Judge Albright, Again Sitting on the Federal Circuit, Authors His First Precedential Opinion
Western District of Texas District Judge Alan D. Albright once found himself regularly at odds with the Federal Circuit, which repeatedly reversed him over his handling of convenience transfers starting in early 2020. Now, not only have those reversals largely subsided, Judge Albright has even begun to sit by designation on that very court: After writing his first Federal Circuit opinion earlier this summer, Judge Albright has just authored his first precedential opinion in another appeal. That decision overturned an award of attorney fees for DISH and Sling TV against Realtime Adaptive Streaming LLC (RAS), ruling that District of Colorado Judge R. Brooke Jackson erred in finding the case exceptional based on several identified “red flags” related to patent ineligibility and invalidity.

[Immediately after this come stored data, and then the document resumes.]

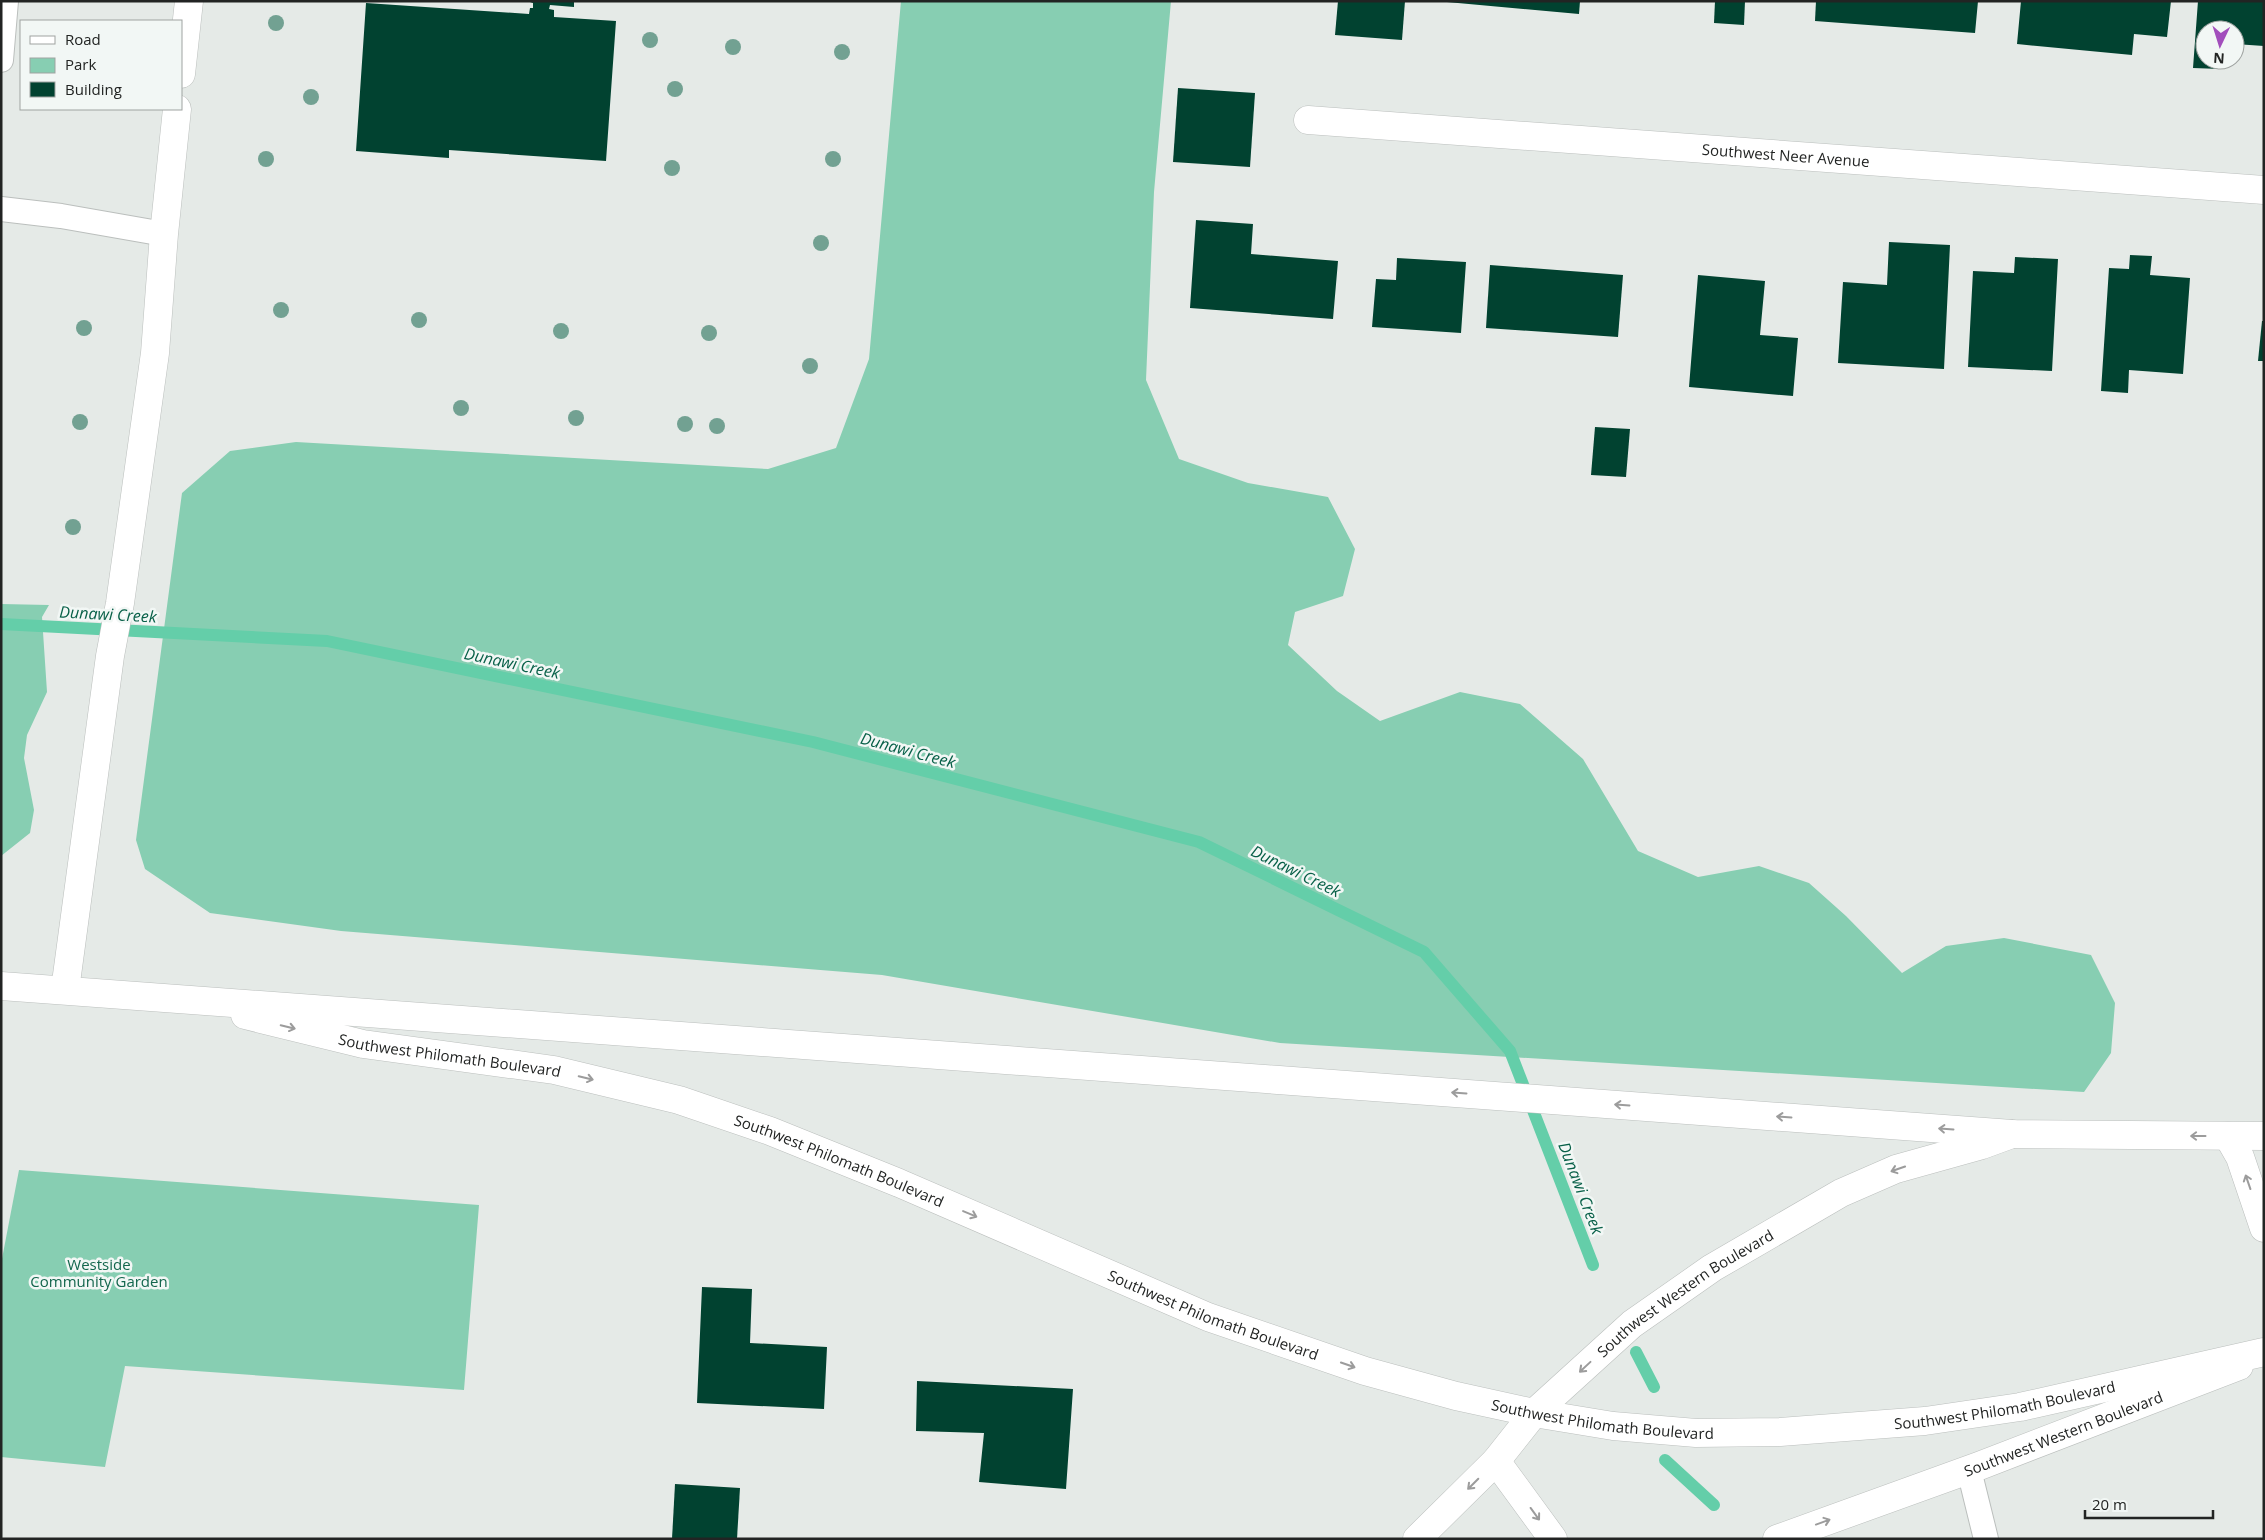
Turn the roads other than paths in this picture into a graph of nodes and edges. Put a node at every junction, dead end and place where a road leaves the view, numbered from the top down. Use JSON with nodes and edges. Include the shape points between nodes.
{"nodes":[{"id":1,"x":6,"y":1,"type":"edge"},
{"id":2,"x":189,"y":1,"type":"edge"},
{"id":3,"x":1,"y":60,"type":"edge"},
{"id":4,"x":182,"y":65,"type":"edge"},
{"id":5,"x":178,"y":110,"type":"edge"},
{"id":6,"x":1308,"y":120,"type":"dead end"},
{"id":7,"x":2264,"y":190,"type":"edge"},
{"id":8,"x":1,"y":209,"type":"edge"},
{"id":9,"x":164,"y":234,"type":"junction"},
{"id":10,"x":1,"y":986,"type":"edge"},
{"id":11,"x":65,"y":990,"type":"junction"},
{"id":12,"x":191,"y":999,"type":"junction"},
{"id":13,"x":2012,"y":1134,"type":"junction"},
{"id":14,"x":2228,"y":1136,"type":"junction"},
{"id":15,"x":2264,"y":1136,"type":"edge"},
{"id":16,"x":2264,"y":1228,"type":"edge"},
{"id":17,"x":2264,"y":1352,"type":"edge"},
{"id":18,"x":2264,"y":1357,"type":"edge"},
{"id":19,"x":1534,"y":1413,"type":"junction"},
{"id":20,"x":1496,"y":1461,"type":"junction"},
{"id":21,"x":1968,"y":1470,"type":"junction"},
{"id":22,"x":1417,"y":1539,"type":"edge"},
{"id":23,"x":1553,"y":1539,"type":"edge"},
{"id":24,"x":1777,"y":1539,"type":"edge"},
{"id":25,"x":1986,"y":1539,"type":"edge"}],
"edges":[{"from":1,"to":3,"type":"lane"},
{"from":2,"to":4,"type":"main road"},
{"from":5,"to":9,"type":"main road"},
{"from":6,"to":7,"type":"main road","name":"Southwest Neer Avenue"},
{"from":8,"to":9,"type":"lane"},
{"from":9,"to":11,"type":"main road","via":[[155,353]]},
{"from":10,"to":11,"type":"main road","name":"Southwest Philomath Boulevard"},
{"from":11,"to":12,"type":"main road","name":"Southwest Philomath Boulevard"},
{"from":13,"to":12,"type":"main road","name":"Southwest Philomath Boulevard","one_way":true},
{"from":12,"to":19,"type":"main road","name":"Southwest Philomath Boulevard","one_way":true,"via":[[276,1024],[363,1044],[554,1070],[680,1100],[770,1131],[899,1183],[1208,1317],[1364,1371]]},
{"from":14,"to":13,"type":"main road","name":"Southwest Philomath Boulevard","one_way":true},
{"from":13,"to":19,"type":"main road","name":"Southwest Western Boulevard","one_way":true,"via":[[1896,1169],[1841,1193],[1712,1268],[1632,1324]]},
{"from":14,"to":15,"type":"main road","name":"Southwest Philomath Boulevard"},
{"from":16,"to":14,"type":"main road","one_way":true,"via":[[2240,1157]]},
{"from":17,"to":19,"type":"main road","name":"Southwest Philomath Boulevard","via":[[2020,1407],[1925,1420],[1780,1432],[1696,1433],[1613,1426]]},
{"from":18,"to":21,"type":"main road","name":"Southwest Western Boulevard"},
{"from":19,"to":20,"type":"main road","name":"Southwest Western Boulevard"},
{"from":20,"to":22,"type":"main road","name":"Southwest Western Boulevard","one_way":true},
{"from":20,"to":23,"type":"main road","one_way":true},
{"from":24,"to":21,"type":"main road","name":"Southwest Western Boulevard","one_way":true},
{"from":21,"to":25,"type":"lane"}]}
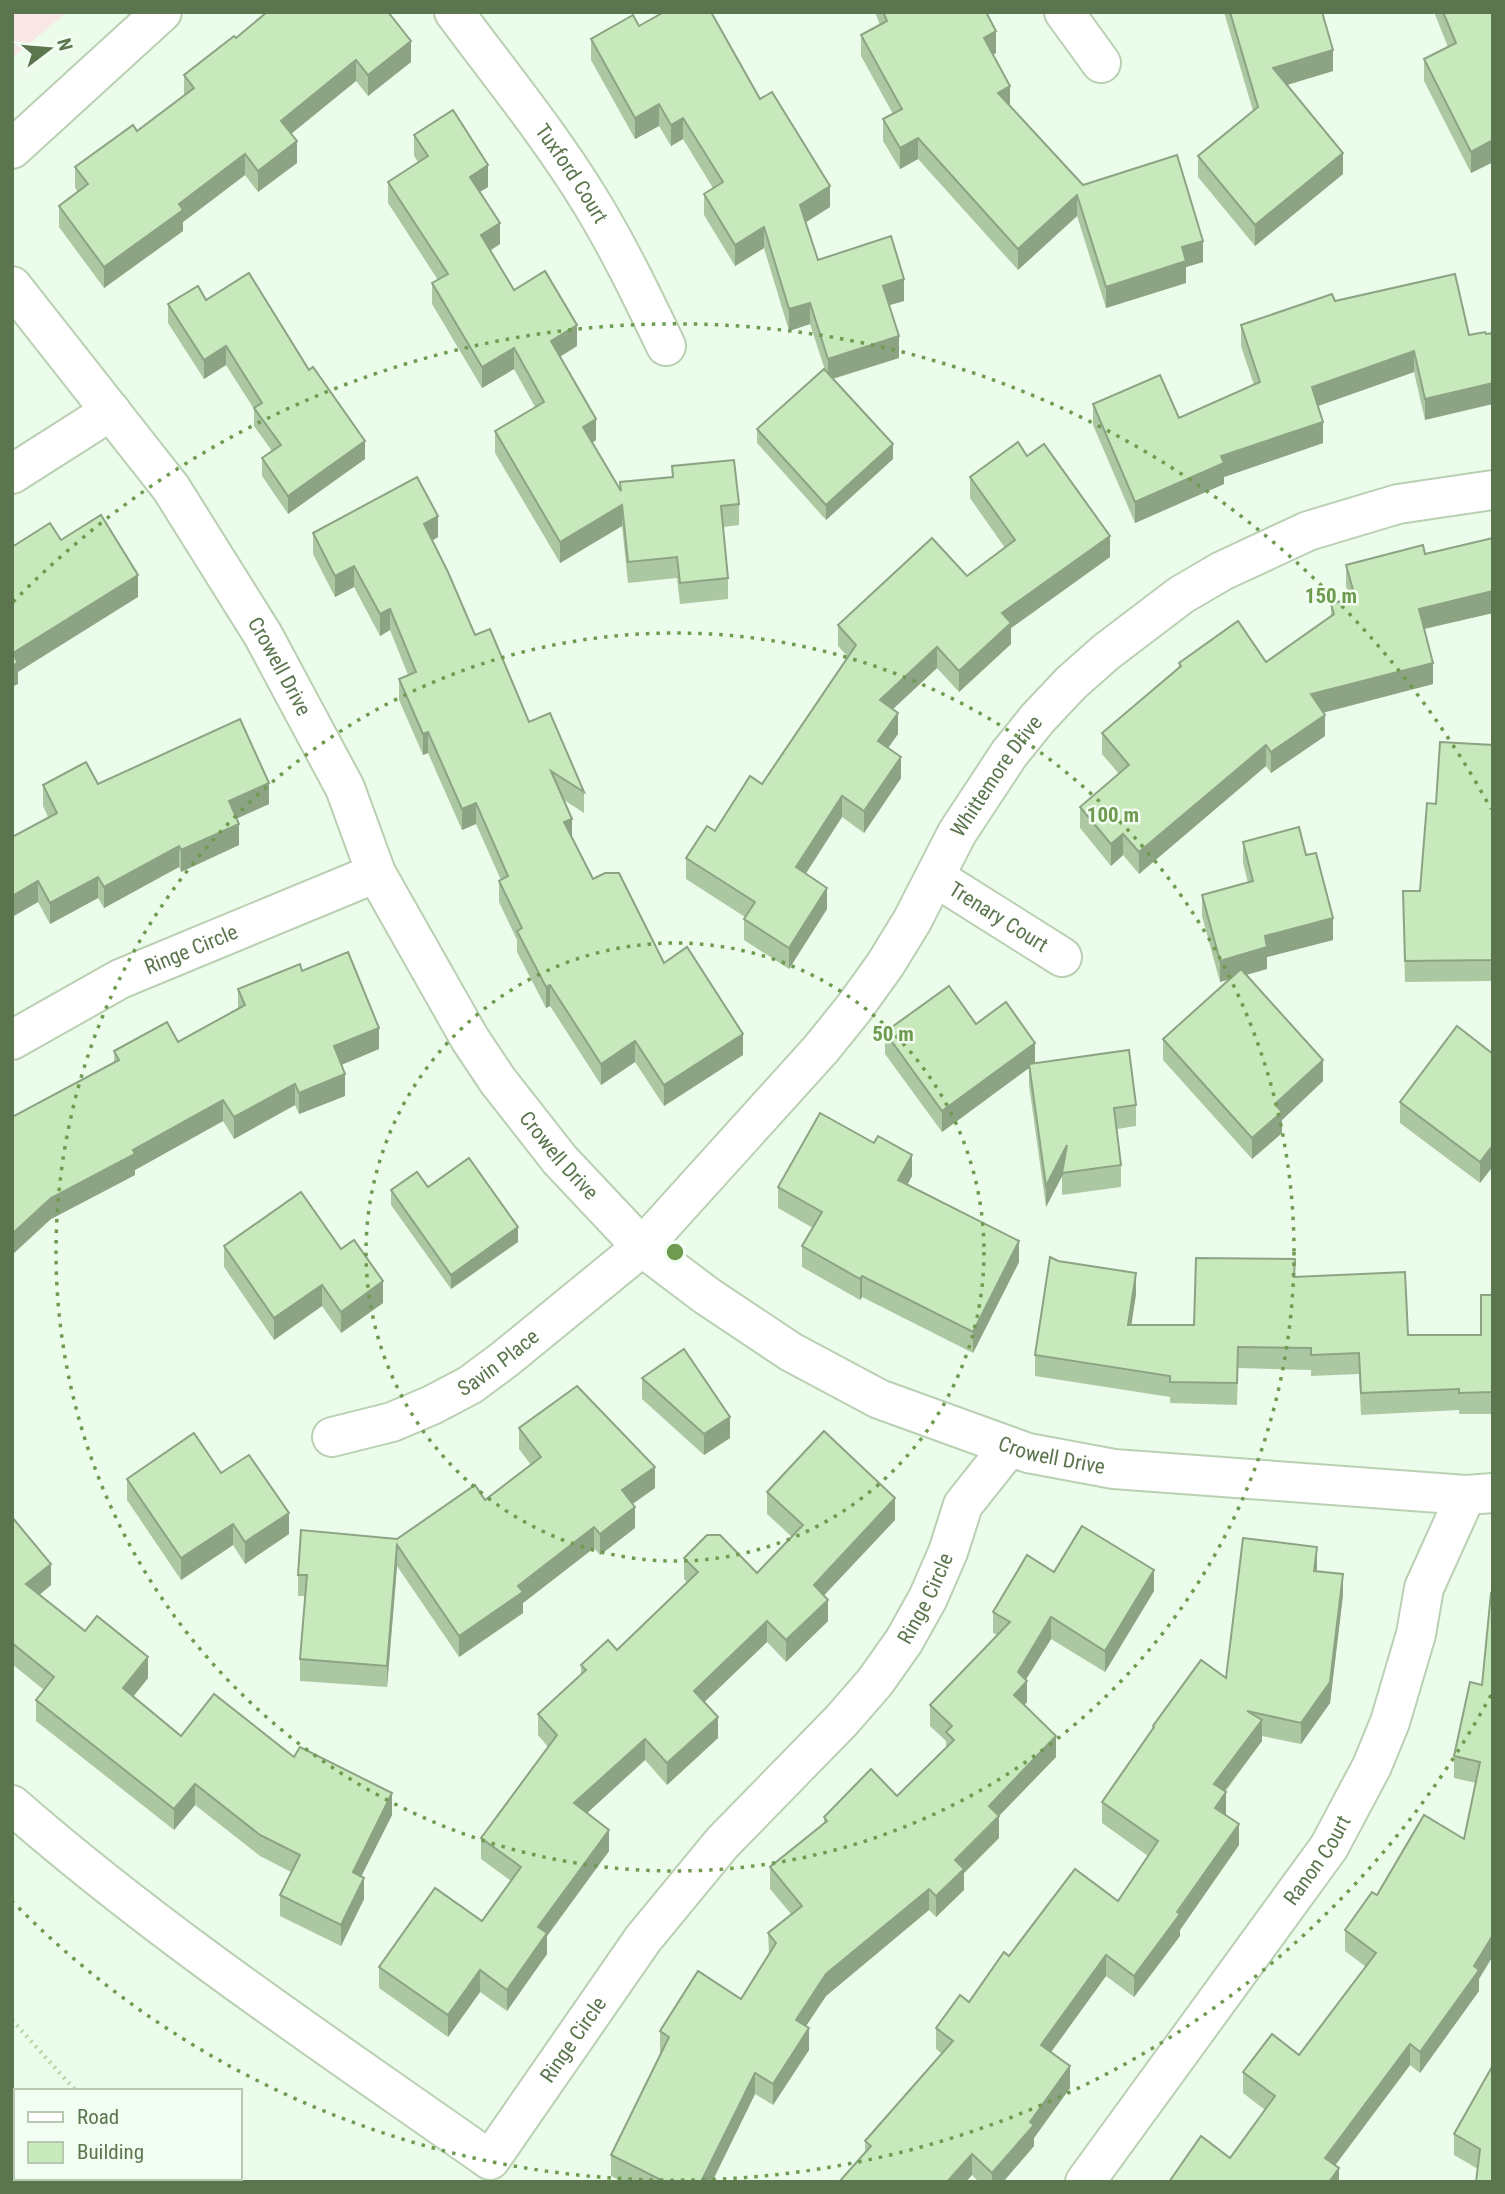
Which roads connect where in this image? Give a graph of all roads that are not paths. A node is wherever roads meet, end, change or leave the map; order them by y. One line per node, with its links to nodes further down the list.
1 (162, 12): 5 (street)
2 (454, 12): 7 (street, Tuxford Court)
3 (1064, 12): 4 (street)
4 (1101, 63)
5 (12, 149)
6 (12, 286): 8 (street, Crowell Drive)
7 (666, 346)
8 (111, 411): 9 (street); 11 (street, Crowell Drive)
9 (12, 474)
10 (1493, 489): 12 (street, Whittemore Drive)
11 (376, 873): 14 (street, Ringe Circle); 15 (street, Crowell Drive)
12 (934, 877): 13 (street, Trenary Court); 15 (street, Whittemore Drive)
13 (1062, 957)
14 (12, 1040)
15 (642, 1247): 16 (street, Savin Place); 17 (street, Crowell Drive)
16 (332, 1437)
17 (1009, 1447): 18 (street, Crowell Drive); 19 (street, Ringe Circle)
18 (1479, 1494): 20 (street, Ranon Court)
19 (12, 1805)
20 (1085, 2182)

District Court: Litigation over Eligibility Challenges Raised “Red Flags”
RAS filed the litigation below in August 2017 (1:17-cv-02097), asserting three patents (8,275,897; 8,867,610; 8,934,535) broadly directed to data compression against certain streaming media products offered by the defendants. The plaintiff dropped the ‘897 patent via amended complaint that same October.
A series of interrelated validity challenges, and various developments during the ensuing litigation over them, would later form the basis for the court’s attorney fee ruling. In December 2017, the defendants filed motions for judgment on the pleadings that the ‘610 and ‘535 patents were ineligible under Alice, but the district court dismissed those motions without prejudice, both due to the need for further claim construction and because other districts had rejected eligibility challenges against similar patents. However, in October 2018, the Central District of California invalidated claims 15-30 of the ‘535 patent under Alice in an RAS case against Alphabet (Google), though it upheld claims 1-14 on that basis; while the District of Delaware found claim 15 to be ineligible two months later in a case against Netflix—decisions that the District of Colorado collectively treated as the first of multiple red flags that should have served as “warnings” to RAS that “its case was fatally flawed” (as later framed by the Federal Circuit). The second red flag was the Federal Circuit’s subsequent nonprecedential affirmance of a different Central District of California Alice ruling that invalidated another RAS patent (7,047,305) under Alice, also in response to a motion from Netflix.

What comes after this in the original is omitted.